Tous les départements ne sont pas égaux devant les aides de la politique agricole commune. C’est ce que montre une étude réalisée par le Cnsea, Centre national pour l’aménagement des structures des exploitations agricoles, sur la « géographie des aides » en France en 2002.
Au niveau national en 2002, la ferme moyenne française dégage, en moyenne, un résultat d’exploitation de 37 700 euros sur 49,5 ha.
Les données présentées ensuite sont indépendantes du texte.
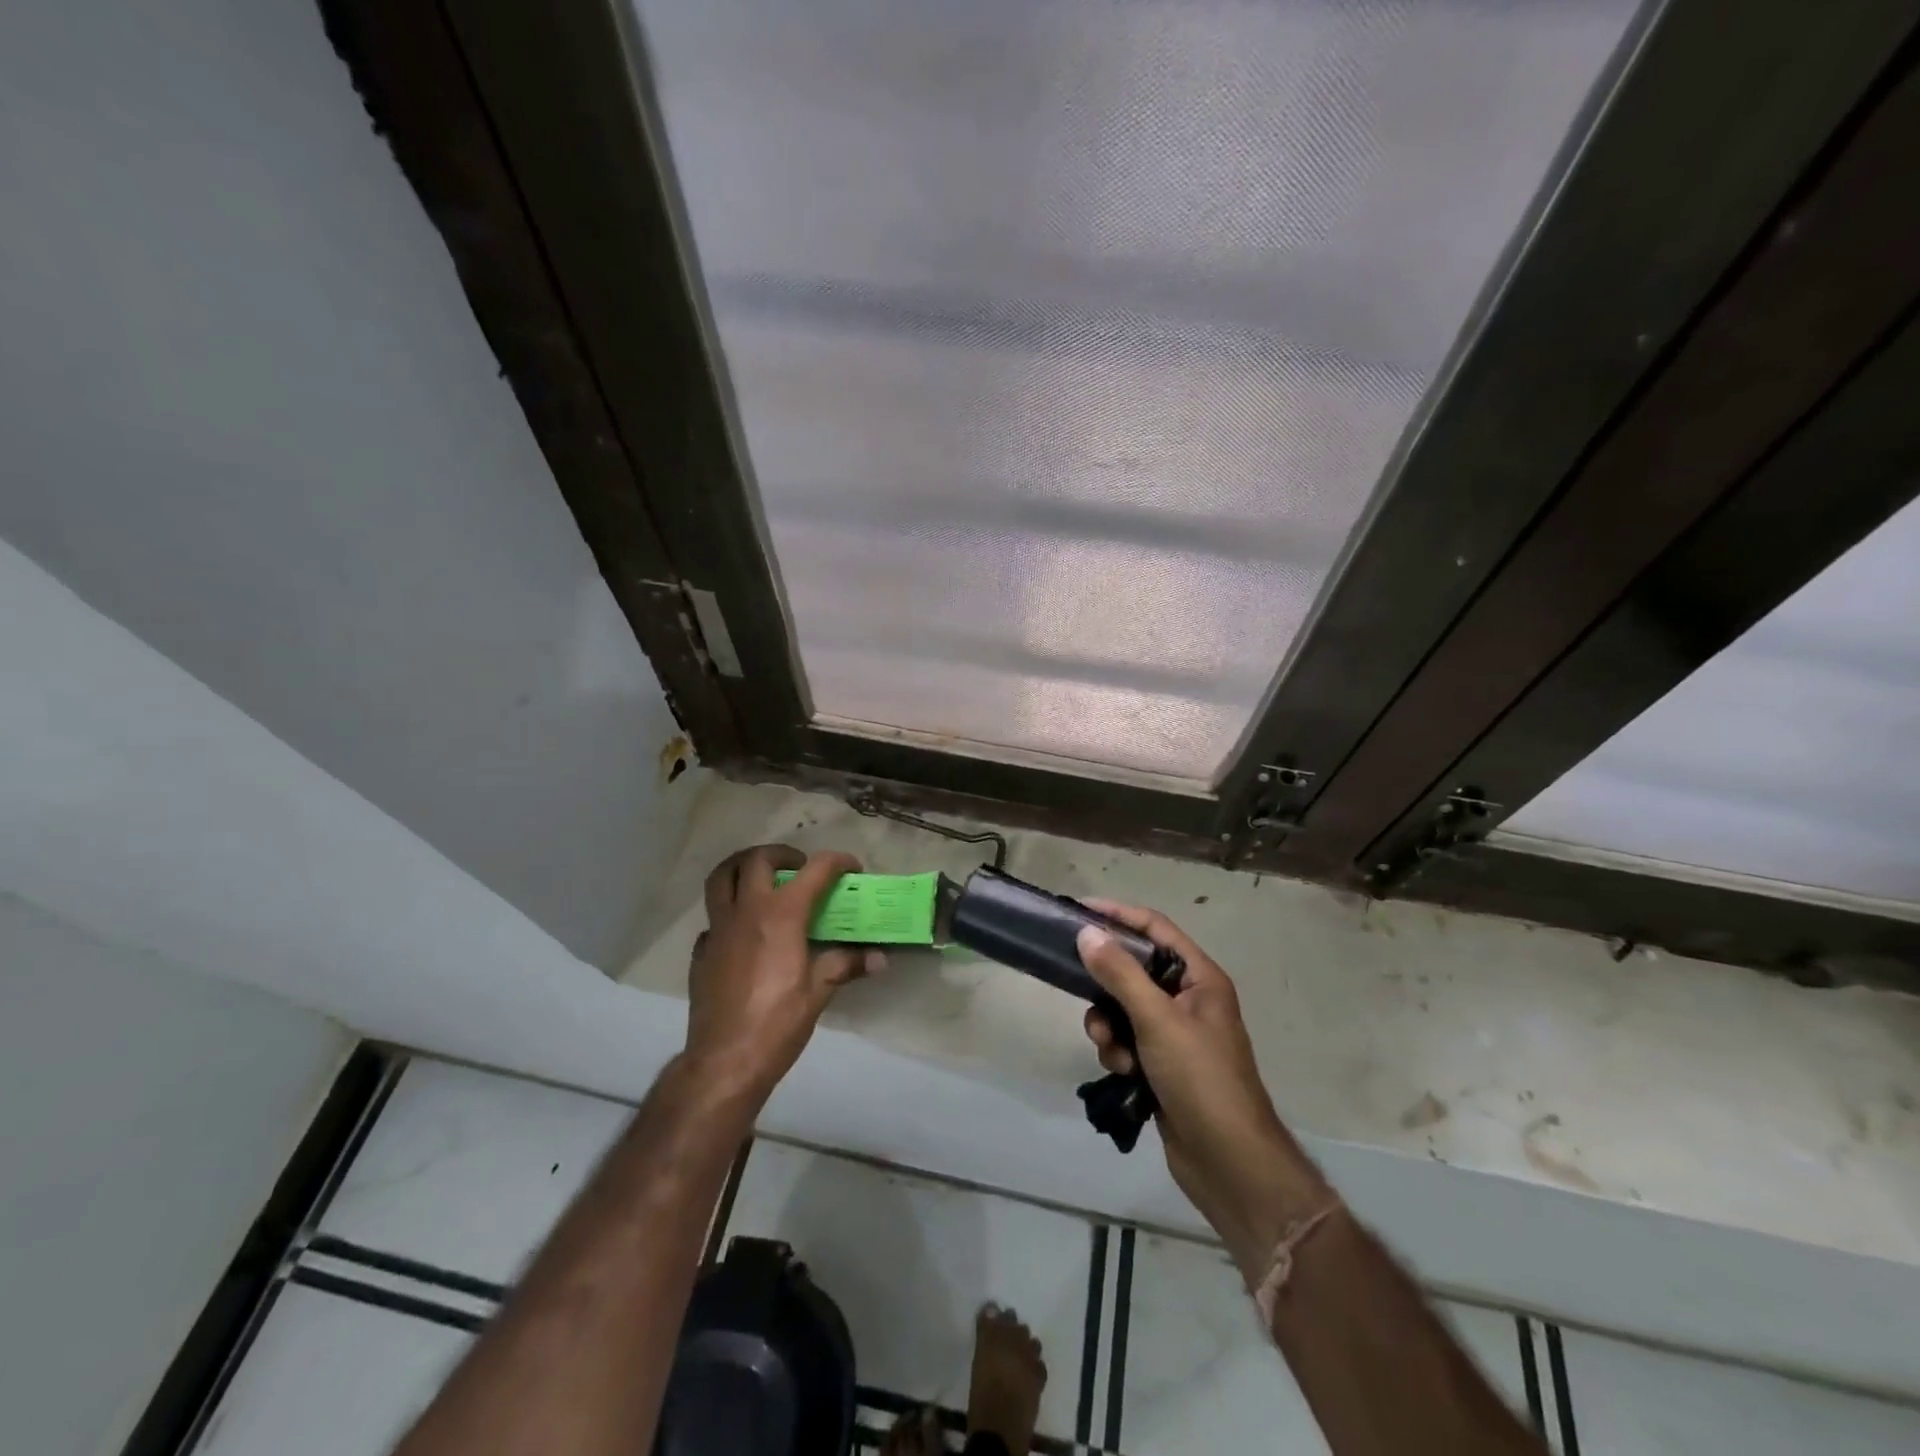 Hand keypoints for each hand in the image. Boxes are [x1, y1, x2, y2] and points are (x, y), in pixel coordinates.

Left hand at [684, 845, 883, 1104]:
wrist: (725, 1062)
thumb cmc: (778, 1023)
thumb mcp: (819, 991)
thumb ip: (846, 964)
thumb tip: (879, 958)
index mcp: (781, 915)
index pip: (814, 870)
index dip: (837, 862)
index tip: (851, 868)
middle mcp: (747, 911)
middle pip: (757, 860)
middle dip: (781, 854)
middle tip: (798, 866)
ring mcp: (718, 930)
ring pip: (722, 878)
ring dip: (742, 868)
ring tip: (762, 879)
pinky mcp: (701, 952)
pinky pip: (713, 919)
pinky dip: (729, 914)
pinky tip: (743, 934)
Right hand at [1077, 902, 1331, 1279]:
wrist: (1229, 1163)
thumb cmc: (1200, 1079)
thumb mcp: (1158, 1020)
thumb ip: (1120, 974)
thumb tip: (1087, 932)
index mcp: (1200, 978)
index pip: (1155, 928)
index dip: (1119, 915)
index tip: (1079, 911)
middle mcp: (1189, 999)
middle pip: (1134, 970)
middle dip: (1106, 984)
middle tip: (1078, 985)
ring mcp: (1176, 1035)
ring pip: (1124, 1009)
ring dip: (1109, 1025)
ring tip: (1111, 1049)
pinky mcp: (1162, 1065)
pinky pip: (1127, 1041)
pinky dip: (1118, 1052)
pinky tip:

Les aides Pac sont de 12 485 euros pour le premier pilier et de 1 795 euros pour le deuxième pilier (développement rural). Elles représentent 38 % du résultat d’exploitation dégagée par cette ferme moyenne française (respectivement 33 % et 5 % pour le 1er et le 2e pilier) et 68 % du résultat net d’entreprise agricole (respectivement 59 % et 9 %). Il existe de grandes disparités entre départements, en fonction des systèmes d’exploitation. Le Cnasea a séparé les départements métroplitains en cinq classes selon le poids des aides Pac dans le revenu agricole.
• La classe 1 correspondant à la zone dite « très haut revenu et faible niveau des aides Pac » ne comprend que deux départements : la Marne et les Bouches-du-Rhône, spécialisés dans des productions à forte valeur ajoutée (vin, fruits, maraîchage). Le revenu moyen y est 4 fois supérieur à la moyenne nationale.
• Dix départements typiquement céréaliers du bassin parisien se retrouvent en classe 2 nommée « haut revenu et fort niveau d’aides du premier pilier ». Les revenus atteignent environ le double la moyenne nationale et les aides du premier pilier atteignent 20 000 euros, soit 26 % du résultat agricole et 51 % du revenu net.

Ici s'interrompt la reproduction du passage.